Роджер отлично это знал, однако имел в виду иные обстоятельства, нежели его спутник. Виконт думал о шуме, который вызовет гибель де Келюса, в то время как Роджера тревожила необходимость успеть в Париж на совещание, где архиепископ Тулузский должен принять судьбоносное
– Я не покину вас, – твердо заявил Роджер, – когда вы подвергаетесь из-за вашей раны куда большему риску оказаться схваченным, чем я.
– Для меня арест означает, самое худшее, выговор короля и недолгое заключение в Бастилии, в то время как для вас он означает смерть.
– Возможно. Но я не могу оставить вас наедине с опасностью, которой вы подвергли себя ради меня.
Де ла Тур д'Овернь нетерпеливо тряхнул головой:
– Я намерен искать убежища в поместьях отца, так как оттуда меня могут вытащить разве только по обвинению в государственной измене. Но в Англию и Бретань ведут разные пути, поэтому через час или два нам, так или иначе, придется расстаться. Я прошу… нет, настаиваю, чтобы вы не теряли времени. В противном случае, если вас поймают, я всегда буду считать, что это произошло из-за меня и что ваша смерть лежит на моей совести.
– В таком случае вы не оставляете мне выбора, – ответил Роджер с чувством облегчения, которое был не в состоянии скрыть. – Но я умоляю вас поторопиться, чтобы к утру оказаться подальше от Парижа.

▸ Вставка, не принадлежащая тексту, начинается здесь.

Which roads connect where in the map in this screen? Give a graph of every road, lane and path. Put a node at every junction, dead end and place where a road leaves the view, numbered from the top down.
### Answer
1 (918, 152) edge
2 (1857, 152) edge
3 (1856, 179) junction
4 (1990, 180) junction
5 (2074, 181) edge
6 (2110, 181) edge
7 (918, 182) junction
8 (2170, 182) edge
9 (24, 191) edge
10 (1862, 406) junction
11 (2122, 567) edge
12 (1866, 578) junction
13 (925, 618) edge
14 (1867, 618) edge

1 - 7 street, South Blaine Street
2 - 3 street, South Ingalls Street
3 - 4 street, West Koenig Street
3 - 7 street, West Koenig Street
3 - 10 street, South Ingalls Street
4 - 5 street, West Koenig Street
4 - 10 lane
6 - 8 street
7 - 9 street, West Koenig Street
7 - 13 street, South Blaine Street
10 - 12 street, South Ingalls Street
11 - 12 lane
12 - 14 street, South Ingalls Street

– Пройдет несколько часов, прежде чем отдадут приказ о нашем аресте.
– Да, но, поскольку вы не можете скакать быстро, вдвойне важно, чтобы вы без отлагательств отправились в Бретань.
– Я поеду не верхом, – заявил виконт, – а почтовой каретой, запряженной шестеркой лошадей, и, пока мой слуга будет делать необходимые приготовления, я намерен заглянуть в особняк Рошамбо.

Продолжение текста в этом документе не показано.